▸ **Activity**
Character for character, give back every line below.

'''

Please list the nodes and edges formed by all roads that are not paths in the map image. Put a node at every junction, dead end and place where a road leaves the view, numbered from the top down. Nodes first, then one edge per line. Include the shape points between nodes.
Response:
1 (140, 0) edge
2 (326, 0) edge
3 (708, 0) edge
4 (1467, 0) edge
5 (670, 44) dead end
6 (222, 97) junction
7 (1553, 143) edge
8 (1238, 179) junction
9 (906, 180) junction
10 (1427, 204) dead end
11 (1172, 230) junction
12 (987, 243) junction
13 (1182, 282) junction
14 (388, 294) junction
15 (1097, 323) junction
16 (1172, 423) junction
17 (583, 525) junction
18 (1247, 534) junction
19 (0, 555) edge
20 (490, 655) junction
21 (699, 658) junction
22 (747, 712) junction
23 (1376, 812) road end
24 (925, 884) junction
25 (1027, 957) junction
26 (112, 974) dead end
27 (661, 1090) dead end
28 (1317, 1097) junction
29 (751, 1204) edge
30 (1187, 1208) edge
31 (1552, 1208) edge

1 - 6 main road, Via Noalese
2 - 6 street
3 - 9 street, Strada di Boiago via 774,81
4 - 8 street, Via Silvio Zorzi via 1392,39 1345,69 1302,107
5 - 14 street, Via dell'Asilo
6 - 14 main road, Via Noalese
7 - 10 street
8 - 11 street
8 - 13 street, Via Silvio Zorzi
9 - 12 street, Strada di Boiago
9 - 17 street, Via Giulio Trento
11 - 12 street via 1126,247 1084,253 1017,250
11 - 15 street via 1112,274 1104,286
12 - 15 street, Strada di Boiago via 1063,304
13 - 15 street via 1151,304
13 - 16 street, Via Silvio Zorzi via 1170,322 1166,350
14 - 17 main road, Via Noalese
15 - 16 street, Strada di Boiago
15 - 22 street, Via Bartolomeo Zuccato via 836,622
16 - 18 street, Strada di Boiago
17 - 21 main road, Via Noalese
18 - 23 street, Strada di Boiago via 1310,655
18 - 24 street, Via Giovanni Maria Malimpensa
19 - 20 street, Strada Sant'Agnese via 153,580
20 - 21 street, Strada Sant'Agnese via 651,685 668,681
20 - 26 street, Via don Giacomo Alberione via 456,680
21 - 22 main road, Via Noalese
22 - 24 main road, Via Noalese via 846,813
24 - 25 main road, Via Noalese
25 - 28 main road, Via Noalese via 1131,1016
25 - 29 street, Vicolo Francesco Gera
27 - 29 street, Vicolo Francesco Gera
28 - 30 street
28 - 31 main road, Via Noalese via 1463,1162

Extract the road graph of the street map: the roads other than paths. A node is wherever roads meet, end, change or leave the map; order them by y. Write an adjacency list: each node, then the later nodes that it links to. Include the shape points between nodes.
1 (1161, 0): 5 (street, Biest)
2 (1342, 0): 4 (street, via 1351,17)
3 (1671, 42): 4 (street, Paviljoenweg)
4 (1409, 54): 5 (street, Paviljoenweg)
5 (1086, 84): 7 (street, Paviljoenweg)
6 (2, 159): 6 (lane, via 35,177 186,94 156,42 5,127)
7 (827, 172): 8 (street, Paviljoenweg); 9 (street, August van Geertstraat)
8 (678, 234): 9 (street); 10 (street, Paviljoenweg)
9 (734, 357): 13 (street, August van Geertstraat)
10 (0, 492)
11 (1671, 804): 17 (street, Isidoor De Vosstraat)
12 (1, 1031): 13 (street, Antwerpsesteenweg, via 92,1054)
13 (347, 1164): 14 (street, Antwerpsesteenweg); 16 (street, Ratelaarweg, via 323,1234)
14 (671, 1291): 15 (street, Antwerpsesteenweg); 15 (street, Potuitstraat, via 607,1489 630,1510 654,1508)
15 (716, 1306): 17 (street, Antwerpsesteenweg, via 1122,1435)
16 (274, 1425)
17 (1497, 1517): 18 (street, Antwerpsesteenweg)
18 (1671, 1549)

'''

▸ **Written response**
Please list the nodes and edges formed by all roads that are not paths in the map image. Put a node at every junction, dead end and place where a road leaves the view, numbered from the top down. Nodes first, then one edge per line. Include the shape points between nodes.
Response:
1 (140, 0) edge
2 (326, 0) edge
3 (708, 0) edge
4 (1467, 0) edge
5 (670, 44) dead end
6 (222, 97) junction
7 (1553, 143) edge
8 (1238, 179) junction
9 (906, 180) junction
10 (1427, 204) dead end
11 (1172, 230) junction
12 (987, 243) junction
13 (1182, 282) junction
14 (388, 294) junction
15 (1097, 323) junction
16 (1172, 423) junction
17 (583, 525) junction
18 (1247, 534) junction
19 (0, 555) edge
20 (490, 655) junction
21 (699, 658) junction
22 (747, 712) junction
23 (1376, 812) road end
24 (925, 884) junction
25 (1027, 957) junction
26 (112, 974) dead end
27 (661, 1090) dead end
28 (1317, 1097) junction
29 (751, 1204) edge
30 (1187, 1208) edge
31 (1552, 1208) edge

1 - 6 main road, Via Noalese
2 - 6 street
3 - 9 street, Strada di Boiago via 774,81
4 - 8 street, Via Silvio Zorzi via 1392,39 1345,69 1302,107
5 - 14 street, Via dell'Asilo
6 - 14 main road, Via Noalese
7 - 10 street
8 - 11 street
8 - 13 street, Via Silvio Zorzi
9 - 12 street, Strada di Boiago
9 - 17 street, Via Giulio Trento
11 - 12 street via 1126,247 1084,253 1017,250
11 - 15 street via 1112,274 1104,286
12 - 15 street, Strada di Boiago via 1063,304
13 - 15 street via 1151,304
13 - 16 street, Via Silvio Zorzi via 1170,322 1166,350
14 - 17 main road, Via Noalese
15 - 16 street, Strada di Boiago
15 - 22 street, Via Bartolomeo Zuccato via 836,622
16 - 18 street, Strada di Boiago
17 - 21 main road, Via Noalese
18 - 23 street, Strada di Boiago via 1310,655
18 - 24 street, Via Giovanni Maria Malimpensa
19 - 20 street, Strada Sant'Agnese via 153,580
20 - 21 street, Strada Sant'Agnese via 651,685 668,681
20 - 26 street, Via don Giacomo Alberione via 456,680
21 - 22 main road, Via Noalese
22 - 24 main road, Via Noalese via 846,813
24 - 25 main road, Via Noalese
25 - 28 main road, Via Noalese via 1131,1016
25 - 29 street, Vicolo Francesco Gera
27 - 29 street, Vicolo Francesco Gera
28 - 30 street
28 - 31 main road, Via Noalese via 1463,1162

Extract the road graph of the street map: the roads other than paths. A node is wherever roads meet, end, change or leave the map; order them by y. Write an adjacency list: each node, then the later nodes that it links to. Include the shape points between nodes.
1 (1161, 0): 5 (street, Biest)
2 (1342, 0): 4 (street, via 1351,17)
3 (1671, 42): 4 (street, Paviljoenweg)
4 (1409, 54): 5 (street, Paviljoenweg)
5 (1086, 84): 7 (street, Paviljoenweg)
6 (2, 159): 6 (lane, via 35,177 186,94 156,42 5,127)
7 (827, 172): 8 (street, Paviljoenweg); 9 (street, August van Geertstraat)
8 (678, 234): 9 (street); 10 (street, Paviljoenweg)
9 (734, 357): 13 (street, August van Geertstraat)
10 (0, 492)
11 (1671, 804): 17 (street, Isidoor De Vosstraat)
12 (1, 1031): 13 (street, Antwerpsesteenweg, via 92,1054)
13 (347, 1164): 14 (street, Antwerpsesteenweg); 16 (street, Ratelaarweg, via 323,1234)
14 (671, 1291): 15 (street, Antwerpsesteenweg); 15 (street, Potuitstraat, via 607,1489 630,1510 654,1508)
15 (716, 1306): 17 (street, Antwerpsesteenweg, via 1122,1435)
16 (274, 1425)
17 (1497, 1517): 18 (street, Antwerpsesteenweg)
18 (1671, 1549)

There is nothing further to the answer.